Required action:
All records below are to be repeated exactly, with the pictures left out.

Extracted information:
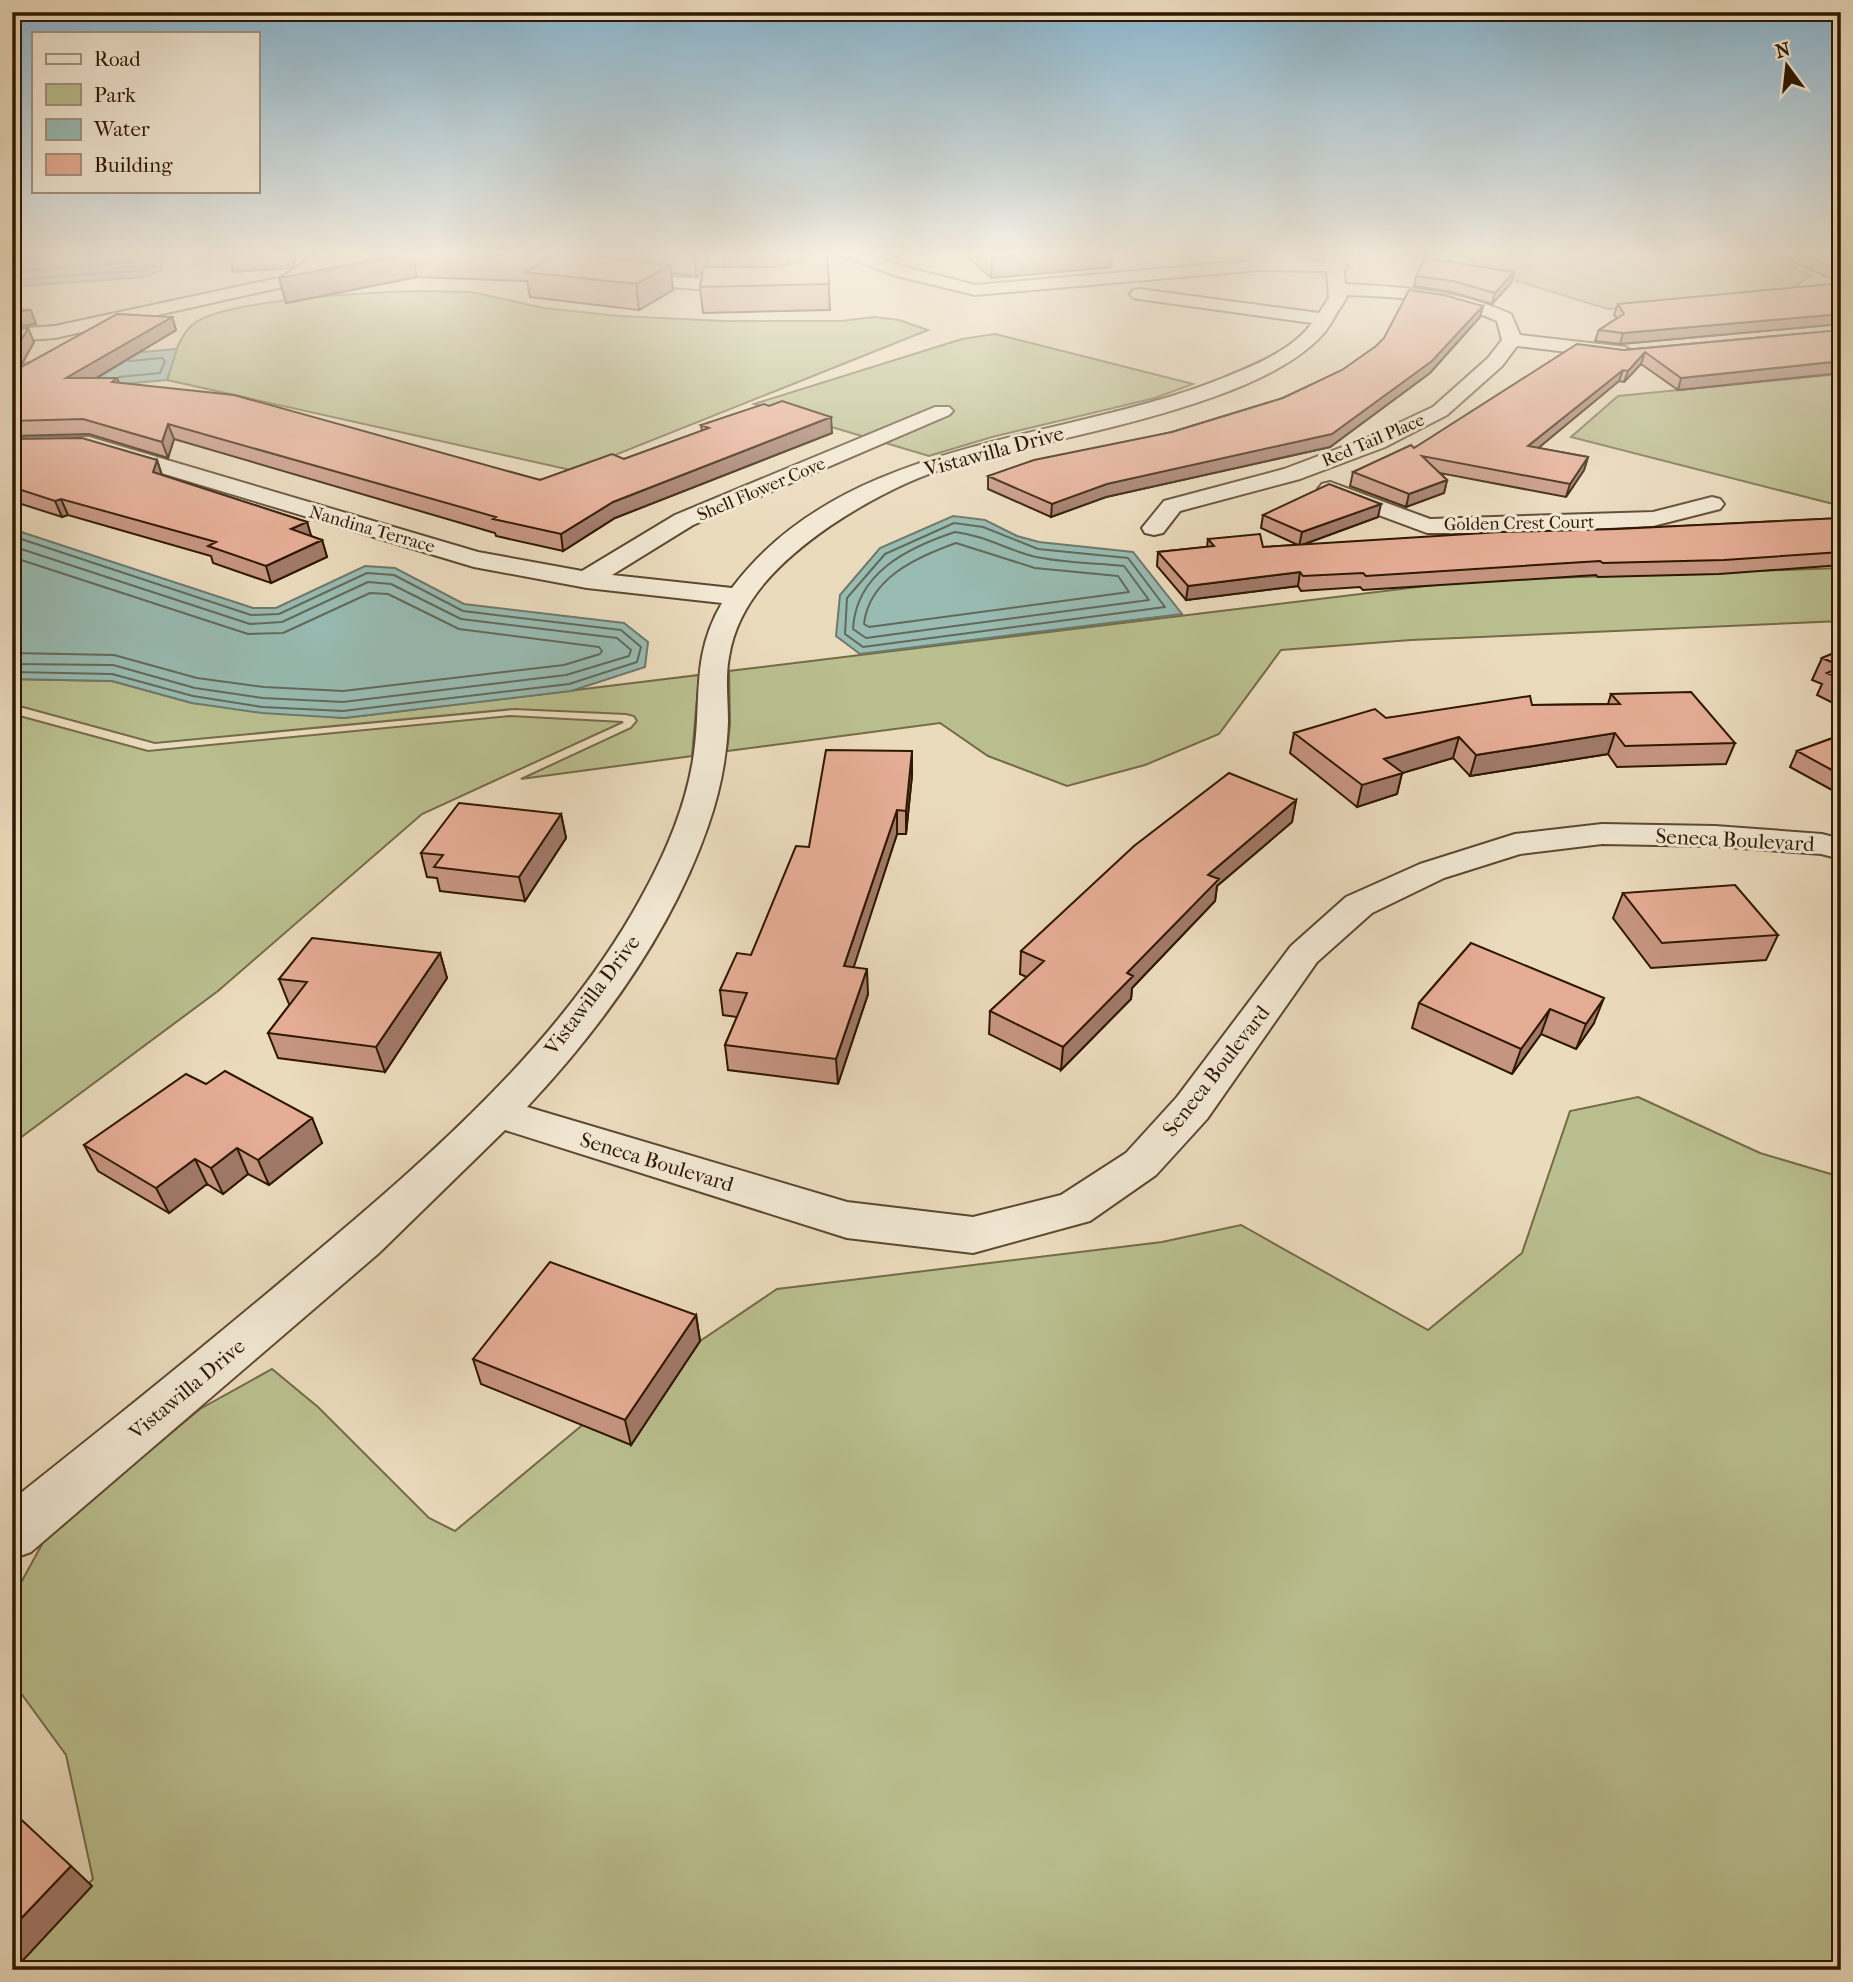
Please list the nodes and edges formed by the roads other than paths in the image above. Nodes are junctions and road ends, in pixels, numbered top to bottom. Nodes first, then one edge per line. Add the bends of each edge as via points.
1 (50, 344) edge
2 (1306, 344) edge
3 (1509, 344) edge
4 (1549, 344) edge
5 (1646, 351) edge
6 (30, 353) edge
7 (942, 411) dead end
8 (12, 445) edge
9 (1292, 474) junction
10 (1712, 503) dead end
11 (1154, 528) dead end
12 (587, 580) junction
13 (737, 597) junction
14 (1841, 849) edge
15 (495, 1112) junction
16 (12, 1534) edge

1 - 6 street
2 - 13 street, Vistawilla Drive via 1291,356 1202,394 1143,413 944,461 888,483 828,516 784,548
3 - 9 street, Red Tail Place via 1440,411 1377,442
4 - 5 street via 1620,353
7 - 12 street, Shell Flower Cove via 684,520
8 - 12 street, Nandina Terrace via 89,444 474,559
9 - 10 street, Golden Crest Court via 1427,526 1653,519
9 - 11 street, Red Tail Place via 1172,506
12 - 13 street, Nandina Terrace
13 - 15 street, Vistawilla Drive via 715,654 706,775 671,873 614,972 542,1063
14 - 15 street, Seneca Boulevard via 1715,836 1602,834 1515,844 1432,871 1359,905 1304,954 1192,1108 1141,1164 1074,1209 973,1235 847,1220
15 - 16 street, Vistawilla Drive via 428,1182 330,1269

Finished task:
Please list the nodes and edges formed by the roads other than paths in the image above. Nodes are junctions and road ends, in pixels, numbered top to bottom. Nodes first, then one edge per line. Add the bends of each edge as via points.
1 (50, 344) edge
2 (1306, 344) edge
3 (1509, 344) edge
4 (1549, 344) edge
5 (1646, 351) edge
6 (30, 353) edge
7 (942, 411) dead end
8 (12, 445) edge
9 (1292, 474) junction
10 (1712, 503) dead end
11 (1154, 528) dead end
12 (587, 580) junction
13 (737, 597) junction
14 (1841, 849) edge
15 (495, 1112) junction
16 (12, 1534) edge

1 - 6 street
2 - 13 street, Vistawilla Drive via 1291,356 1202,394 1143,413 944,461 888,483 828,516 784,548
3 - 9 street, Red Tail Place via 1440,411 1377,442
4 - 5 street via 1620,353
7 - 12 street, Shell Flower Cove via 684,520
8 - 12 street, Nandina Terrace via 89,444 474,559
9 - 10 street, Golden Crest Court via 1427,526 1653,519
9 - 11 street, Red Tail Place via 1172,506
12 - 13 street, Nandina Terrace
13 - 15 street, Vistawilla Drive via 715,654 706,775 671,873 614,972 542,1063
14 - 15 street, Seneca Boulevard via 1715,836 1602,834 1515,844 1432,871 1359,905 1304,954 1192,1108 1141,1164 1074,1209 973,1235 847,1220
15 - 16 street, Vistawilla Drive via 428,1182 330,1269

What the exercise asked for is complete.